Heading into a new week, each day brings closer the day voters have their ballots arriving in their letterboxes. I have been musing on the role of the letter box in this democratic process. The letter box is almost redundant in our lives. I have even met a young voter who has never posted a letter. The letter box is a legacy of a time when communication was slower, less immediate and mediated by many along the way in the process of sent and received. Now a simple click of a keyboard and a broadcast can occur, no need for hundreds of hours being added to the price of a stamp.
Our stamps will be changing and EIIR letterboxes will be fading from view. Apparently letter boxes began in Russia in the middle of the 19th century. Long before, people found ways to pop their messages into all kinds of places to be collected from bottles, to secret spaces in walls and being delivered back and forth on horseback.
A postal ballot feels so much less secure to me than a vote cast in the privacy of a booth, in full public view of officials and neighbours. The post box at your home is not that secure, anyone can pull a letter out! I have full confidence of Australia Post making the trip from their boxes to the Electoral Commission safe but not the bit before. Also, I worry that the opportunity for coercion and someone saying they will do the post for someone and then not actually posting their papers feels very real. I am nervous about democracy with a postal vote.
Nevertheless, this is the type of ballots votes will be delivered in October and November for the local government elections in South Australia. It is a postal ballot. The posties of my state will have the sacred duty of aiding democracy when they deliver the ballots to your letter box. This is also a non-compulsory election, so only those motivated to vote will do so. While 85% of rates are made by decision-makers in the City of Onkaparinga, last time round only 26% of voters returned a ballot.
I want people to vote, and I have been asking residents, when I am out door-knocking to vote. I have been asking them if they vote in local government elections. True to the data, three out of four, tell me they have never voted for at a council election. I ask them why and most common answers I hear are:
- It’s a waste of time, council decide what they want to do anyhow
- I’ve never met someone running for council, so didn’t know who to vote for
- I am not a property owner, so I didn’t think I was eligible.

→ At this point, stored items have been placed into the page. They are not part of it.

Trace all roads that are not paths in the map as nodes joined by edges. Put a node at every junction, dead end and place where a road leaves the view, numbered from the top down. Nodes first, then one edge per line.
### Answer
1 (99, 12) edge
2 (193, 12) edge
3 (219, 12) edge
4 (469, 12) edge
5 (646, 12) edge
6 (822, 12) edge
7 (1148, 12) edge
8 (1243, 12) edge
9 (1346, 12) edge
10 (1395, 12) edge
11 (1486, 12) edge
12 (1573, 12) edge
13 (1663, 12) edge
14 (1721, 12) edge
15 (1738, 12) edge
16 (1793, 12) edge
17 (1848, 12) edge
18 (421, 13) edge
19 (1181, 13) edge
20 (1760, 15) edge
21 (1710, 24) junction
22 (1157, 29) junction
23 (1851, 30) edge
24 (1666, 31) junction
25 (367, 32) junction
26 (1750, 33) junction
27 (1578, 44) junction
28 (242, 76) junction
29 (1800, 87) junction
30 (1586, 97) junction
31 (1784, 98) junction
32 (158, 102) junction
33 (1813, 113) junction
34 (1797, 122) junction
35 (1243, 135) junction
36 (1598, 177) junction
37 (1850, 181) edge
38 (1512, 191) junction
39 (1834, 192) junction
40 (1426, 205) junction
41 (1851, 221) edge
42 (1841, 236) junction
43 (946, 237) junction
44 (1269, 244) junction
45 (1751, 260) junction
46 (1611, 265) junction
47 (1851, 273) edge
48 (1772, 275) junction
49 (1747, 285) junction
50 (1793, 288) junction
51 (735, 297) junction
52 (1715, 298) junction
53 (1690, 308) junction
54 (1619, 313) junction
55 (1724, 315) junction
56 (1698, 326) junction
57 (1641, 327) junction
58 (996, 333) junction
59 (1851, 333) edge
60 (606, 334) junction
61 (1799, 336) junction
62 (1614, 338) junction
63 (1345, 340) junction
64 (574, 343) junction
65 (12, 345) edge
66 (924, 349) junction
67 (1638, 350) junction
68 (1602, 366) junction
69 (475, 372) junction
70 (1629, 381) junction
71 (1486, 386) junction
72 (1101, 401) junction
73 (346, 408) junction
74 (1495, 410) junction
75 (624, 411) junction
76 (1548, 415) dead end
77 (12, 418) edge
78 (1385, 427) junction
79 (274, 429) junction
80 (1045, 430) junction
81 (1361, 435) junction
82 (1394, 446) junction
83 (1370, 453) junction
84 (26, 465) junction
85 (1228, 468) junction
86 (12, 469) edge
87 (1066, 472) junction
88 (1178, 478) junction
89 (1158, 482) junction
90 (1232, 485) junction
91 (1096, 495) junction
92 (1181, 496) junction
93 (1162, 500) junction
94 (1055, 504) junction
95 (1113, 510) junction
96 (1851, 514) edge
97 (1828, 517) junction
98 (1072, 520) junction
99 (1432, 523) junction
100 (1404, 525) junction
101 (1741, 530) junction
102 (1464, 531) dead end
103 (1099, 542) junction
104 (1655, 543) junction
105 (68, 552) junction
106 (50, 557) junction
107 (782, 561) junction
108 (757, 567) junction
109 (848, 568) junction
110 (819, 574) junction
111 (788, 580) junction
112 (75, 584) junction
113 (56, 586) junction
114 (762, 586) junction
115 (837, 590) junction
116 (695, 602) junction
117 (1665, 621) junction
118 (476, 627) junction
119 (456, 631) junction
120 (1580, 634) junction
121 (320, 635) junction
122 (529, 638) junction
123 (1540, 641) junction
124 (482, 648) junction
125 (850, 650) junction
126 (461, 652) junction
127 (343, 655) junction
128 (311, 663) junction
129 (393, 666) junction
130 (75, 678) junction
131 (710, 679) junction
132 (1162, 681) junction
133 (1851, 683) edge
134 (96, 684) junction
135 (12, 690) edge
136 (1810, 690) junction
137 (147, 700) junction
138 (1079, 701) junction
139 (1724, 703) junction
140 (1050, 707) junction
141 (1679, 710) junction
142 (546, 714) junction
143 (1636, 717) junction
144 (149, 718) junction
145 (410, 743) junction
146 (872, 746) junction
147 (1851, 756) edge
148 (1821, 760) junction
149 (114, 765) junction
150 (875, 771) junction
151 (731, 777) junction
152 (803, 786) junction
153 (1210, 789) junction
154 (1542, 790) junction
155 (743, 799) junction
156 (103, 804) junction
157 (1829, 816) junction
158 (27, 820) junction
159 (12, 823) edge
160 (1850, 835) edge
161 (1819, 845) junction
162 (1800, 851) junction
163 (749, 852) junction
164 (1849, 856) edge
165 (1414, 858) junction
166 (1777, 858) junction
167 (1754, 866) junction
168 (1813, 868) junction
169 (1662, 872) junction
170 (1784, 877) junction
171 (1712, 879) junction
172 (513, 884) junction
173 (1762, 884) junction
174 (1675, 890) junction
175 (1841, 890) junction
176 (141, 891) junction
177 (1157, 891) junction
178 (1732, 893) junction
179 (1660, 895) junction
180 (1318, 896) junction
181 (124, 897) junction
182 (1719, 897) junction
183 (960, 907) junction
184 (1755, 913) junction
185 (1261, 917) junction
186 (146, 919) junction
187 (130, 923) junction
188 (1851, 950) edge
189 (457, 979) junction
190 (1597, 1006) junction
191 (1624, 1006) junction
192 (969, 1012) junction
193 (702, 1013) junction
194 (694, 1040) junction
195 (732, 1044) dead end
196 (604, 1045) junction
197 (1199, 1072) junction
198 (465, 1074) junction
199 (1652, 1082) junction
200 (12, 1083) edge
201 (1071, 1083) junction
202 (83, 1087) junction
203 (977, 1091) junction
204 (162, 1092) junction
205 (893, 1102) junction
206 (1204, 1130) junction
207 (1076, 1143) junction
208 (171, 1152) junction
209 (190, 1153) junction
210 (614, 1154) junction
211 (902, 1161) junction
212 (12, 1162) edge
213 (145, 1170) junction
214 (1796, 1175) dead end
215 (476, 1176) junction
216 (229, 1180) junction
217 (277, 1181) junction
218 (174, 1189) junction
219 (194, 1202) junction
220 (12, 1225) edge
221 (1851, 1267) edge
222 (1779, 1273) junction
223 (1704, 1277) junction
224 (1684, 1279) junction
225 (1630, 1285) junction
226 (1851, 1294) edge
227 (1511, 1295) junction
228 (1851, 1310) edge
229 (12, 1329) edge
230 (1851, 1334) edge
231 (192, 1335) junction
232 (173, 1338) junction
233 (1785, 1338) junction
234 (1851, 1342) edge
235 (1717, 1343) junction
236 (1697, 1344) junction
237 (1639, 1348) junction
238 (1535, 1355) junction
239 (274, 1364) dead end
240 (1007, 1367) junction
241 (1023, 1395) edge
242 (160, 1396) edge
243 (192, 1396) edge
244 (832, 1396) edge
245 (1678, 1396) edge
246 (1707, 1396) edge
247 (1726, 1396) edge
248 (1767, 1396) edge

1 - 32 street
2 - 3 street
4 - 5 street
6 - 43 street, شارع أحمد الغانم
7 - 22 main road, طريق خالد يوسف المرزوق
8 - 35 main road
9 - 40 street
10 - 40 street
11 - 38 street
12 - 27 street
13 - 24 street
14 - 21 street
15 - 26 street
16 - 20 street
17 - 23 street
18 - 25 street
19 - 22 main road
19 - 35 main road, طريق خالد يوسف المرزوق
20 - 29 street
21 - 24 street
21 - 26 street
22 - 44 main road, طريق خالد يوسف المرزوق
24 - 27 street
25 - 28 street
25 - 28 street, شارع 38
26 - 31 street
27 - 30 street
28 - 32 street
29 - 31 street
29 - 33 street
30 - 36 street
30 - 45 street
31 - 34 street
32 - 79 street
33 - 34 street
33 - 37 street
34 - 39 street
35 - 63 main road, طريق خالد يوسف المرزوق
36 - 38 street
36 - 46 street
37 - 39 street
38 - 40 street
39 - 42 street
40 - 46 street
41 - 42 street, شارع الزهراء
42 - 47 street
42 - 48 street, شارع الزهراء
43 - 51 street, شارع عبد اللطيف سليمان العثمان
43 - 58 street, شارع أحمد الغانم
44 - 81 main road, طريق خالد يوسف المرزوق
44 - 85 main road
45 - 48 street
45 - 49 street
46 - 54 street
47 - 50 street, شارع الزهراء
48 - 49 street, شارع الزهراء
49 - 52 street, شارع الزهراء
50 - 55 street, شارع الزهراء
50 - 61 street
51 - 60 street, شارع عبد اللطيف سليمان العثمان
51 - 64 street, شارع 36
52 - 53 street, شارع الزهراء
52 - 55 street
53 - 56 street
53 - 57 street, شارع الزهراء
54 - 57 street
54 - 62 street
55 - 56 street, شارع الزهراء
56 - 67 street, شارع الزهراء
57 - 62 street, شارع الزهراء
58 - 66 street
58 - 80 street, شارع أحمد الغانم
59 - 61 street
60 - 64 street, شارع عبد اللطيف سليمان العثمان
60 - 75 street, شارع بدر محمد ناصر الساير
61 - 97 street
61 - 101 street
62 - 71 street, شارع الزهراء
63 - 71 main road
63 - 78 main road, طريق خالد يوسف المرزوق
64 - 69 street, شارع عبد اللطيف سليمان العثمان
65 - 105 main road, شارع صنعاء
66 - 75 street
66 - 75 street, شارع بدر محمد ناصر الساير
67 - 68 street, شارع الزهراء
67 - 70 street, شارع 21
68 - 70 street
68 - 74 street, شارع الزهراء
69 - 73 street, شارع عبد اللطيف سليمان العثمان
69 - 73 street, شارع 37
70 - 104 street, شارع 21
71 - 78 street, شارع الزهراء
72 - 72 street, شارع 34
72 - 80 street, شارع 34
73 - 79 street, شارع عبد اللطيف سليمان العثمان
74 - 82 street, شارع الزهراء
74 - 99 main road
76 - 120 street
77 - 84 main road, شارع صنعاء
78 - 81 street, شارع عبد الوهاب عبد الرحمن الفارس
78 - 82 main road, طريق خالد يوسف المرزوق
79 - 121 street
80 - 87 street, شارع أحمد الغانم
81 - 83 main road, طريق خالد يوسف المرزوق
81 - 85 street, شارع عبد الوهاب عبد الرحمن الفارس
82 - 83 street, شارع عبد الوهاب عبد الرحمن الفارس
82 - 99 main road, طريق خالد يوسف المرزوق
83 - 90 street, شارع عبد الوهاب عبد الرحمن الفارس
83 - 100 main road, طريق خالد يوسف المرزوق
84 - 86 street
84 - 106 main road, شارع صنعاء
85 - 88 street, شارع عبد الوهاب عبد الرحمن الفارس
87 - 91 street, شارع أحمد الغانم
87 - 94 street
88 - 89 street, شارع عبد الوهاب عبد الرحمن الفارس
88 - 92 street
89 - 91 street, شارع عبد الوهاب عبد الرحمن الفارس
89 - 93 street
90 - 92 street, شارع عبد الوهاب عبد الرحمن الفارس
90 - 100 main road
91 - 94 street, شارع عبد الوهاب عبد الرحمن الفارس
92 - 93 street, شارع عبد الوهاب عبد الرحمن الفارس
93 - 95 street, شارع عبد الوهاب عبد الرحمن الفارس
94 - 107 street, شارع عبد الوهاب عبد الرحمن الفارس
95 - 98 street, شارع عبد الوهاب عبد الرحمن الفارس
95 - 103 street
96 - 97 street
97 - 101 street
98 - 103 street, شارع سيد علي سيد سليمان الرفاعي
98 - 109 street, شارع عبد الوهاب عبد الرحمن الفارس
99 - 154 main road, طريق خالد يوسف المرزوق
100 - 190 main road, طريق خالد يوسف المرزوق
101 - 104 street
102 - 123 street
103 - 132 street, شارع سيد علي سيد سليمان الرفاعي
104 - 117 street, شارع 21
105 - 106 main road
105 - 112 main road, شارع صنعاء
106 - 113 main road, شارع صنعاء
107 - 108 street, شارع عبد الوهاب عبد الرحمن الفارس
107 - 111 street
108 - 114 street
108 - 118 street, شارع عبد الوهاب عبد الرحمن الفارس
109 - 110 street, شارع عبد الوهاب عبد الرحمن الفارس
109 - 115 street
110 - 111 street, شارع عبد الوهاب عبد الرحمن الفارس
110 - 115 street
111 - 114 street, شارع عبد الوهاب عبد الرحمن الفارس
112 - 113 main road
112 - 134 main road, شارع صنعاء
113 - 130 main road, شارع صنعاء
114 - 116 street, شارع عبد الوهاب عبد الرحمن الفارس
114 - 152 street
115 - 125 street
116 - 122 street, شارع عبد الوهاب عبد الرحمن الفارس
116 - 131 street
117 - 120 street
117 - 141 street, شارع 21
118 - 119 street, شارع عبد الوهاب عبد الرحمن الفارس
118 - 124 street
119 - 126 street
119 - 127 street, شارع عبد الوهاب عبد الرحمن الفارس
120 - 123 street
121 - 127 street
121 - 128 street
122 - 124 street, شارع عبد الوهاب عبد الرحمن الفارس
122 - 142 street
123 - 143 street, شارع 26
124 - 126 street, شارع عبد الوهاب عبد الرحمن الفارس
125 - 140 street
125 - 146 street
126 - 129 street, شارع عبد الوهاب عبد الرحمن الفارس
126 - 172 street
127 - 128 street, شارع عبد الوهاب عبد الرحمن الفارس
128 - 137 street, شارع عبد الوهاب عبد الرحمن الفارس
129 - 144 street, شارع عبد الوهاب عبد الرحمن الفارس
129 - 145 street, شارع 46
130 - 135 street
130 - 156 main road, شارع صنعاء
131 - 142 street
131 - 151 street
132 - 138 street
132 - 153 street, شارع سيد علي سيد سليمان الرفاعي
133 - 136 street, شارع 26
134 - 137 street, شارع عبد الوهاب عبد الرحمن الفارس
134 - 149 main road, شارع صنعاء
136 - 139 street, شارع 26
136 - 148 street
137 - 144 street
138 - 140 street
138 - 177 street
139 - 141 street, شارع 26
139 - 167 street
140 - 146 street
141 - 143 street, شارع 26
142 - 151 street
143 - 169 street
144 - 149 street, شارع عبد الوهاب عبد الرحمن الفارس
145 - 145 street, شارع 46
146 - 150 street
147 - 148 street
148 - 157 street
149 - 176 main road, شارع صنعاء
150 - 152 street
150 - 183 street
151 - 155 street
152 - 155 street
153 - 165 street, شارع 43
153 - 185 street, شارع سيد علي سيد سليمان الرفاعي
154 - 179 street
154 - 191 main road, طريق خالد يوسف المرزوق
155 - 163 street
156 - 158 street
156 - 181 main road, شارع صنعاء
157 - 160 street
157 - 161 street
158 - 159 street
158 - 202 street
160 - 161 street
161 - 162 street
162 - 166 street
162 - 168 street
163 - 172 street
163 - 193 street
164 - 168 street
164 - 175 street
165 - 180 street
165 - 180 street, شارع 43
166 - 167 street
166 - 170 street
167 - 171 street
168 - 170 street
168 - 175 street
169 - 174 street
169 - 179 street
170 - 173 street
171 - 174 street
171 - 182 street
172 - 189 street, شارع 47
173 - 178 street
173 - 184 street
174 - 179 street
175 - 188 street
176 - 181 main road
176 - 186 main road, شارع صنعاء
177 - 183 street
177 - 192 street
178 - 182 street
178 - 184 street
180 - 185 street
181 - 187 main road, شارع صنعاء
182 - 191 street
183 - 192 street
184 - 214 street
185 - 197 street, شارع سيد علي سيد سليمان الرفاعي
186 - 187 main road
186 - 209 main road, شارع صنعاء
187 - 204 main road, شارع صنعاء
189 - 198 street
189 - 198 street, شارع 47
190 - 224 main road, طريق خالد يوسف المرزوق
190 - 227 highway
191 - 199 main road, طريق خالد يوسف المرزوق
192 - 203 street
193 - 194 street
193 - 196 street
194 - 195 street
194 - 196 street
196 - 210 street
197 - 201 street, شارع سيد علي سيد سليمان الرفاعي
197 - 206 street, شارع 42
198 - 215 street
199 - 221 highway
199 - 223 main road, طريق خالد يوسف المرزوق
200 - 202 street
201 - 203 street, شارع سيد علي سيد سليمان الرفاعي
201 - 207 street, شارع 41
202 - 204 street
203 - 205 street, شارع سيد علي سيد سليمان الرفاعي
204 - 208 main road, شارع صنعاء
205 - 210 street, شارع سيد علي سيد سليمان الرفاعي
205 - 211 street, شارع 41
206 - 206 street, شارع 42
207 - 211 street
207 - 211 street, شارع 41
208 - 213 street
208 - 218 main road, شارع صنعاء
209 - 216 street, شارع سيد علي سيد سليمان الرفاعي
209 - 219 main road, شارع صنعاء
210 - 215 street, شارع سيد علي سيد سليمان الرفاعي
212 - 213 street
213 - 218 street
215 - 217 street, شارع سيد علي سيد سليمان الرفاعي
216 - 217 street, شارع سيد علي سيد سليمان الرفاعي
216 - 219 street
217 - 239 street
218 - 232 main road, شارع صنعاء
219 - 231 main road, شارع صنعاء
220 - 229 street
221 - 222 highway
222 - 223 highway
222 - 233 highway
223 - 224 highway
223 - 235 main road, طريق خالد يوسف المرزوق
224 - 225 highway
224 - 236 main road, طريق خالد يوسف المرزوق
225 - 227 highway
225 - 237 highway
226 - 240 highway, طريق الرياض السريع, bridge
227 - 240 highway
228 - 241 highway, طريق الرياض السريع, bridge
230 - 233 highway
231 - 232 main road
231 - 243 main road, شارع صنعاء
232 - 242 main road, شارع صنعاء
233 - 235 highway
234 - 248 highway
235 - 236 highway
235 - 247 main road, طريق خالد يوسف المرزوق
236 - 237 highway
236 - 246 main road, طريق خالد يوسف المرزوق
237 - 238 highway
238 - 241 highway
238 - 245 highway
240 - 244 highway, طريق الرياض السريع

To those people who don’t vote in council elections, it is not a waste of time, make it your business to find out who is running and why check out the Electoral Commission website and start talking to others about the choice you are going to make.
If you haven’t met anyone, this is completely not true once I’ve knocked at your door you know someone, and most people acknowledge this, give a big smile and say how much they appreciate the fact I knocked on their door.
Lots of people are of the impression that if they rent, or share a house with family or friends that they aren’t eligible to vote. They are always happy to hear that they are eligible if they are already on the electoral roll.
If we let other people make decisions for us, our voices won’t be factored in. We have a responsibility to also use our vote and voices for those who don’t have one, including future generations and other species.
Postal non-compulsory voting is the thin edge of the wedge in eroding democratic opportunities. You can help turn this around by using your ballot papers to vote for the people who reflect your values and make visible your preferred community leaders.
Don’t outsource your vote to others, encourage your family, neighbours and friends to do the same. The future is in your hands, once you get the papers out of your letter box and put them back into the hands of the trusted Australia Post letter box.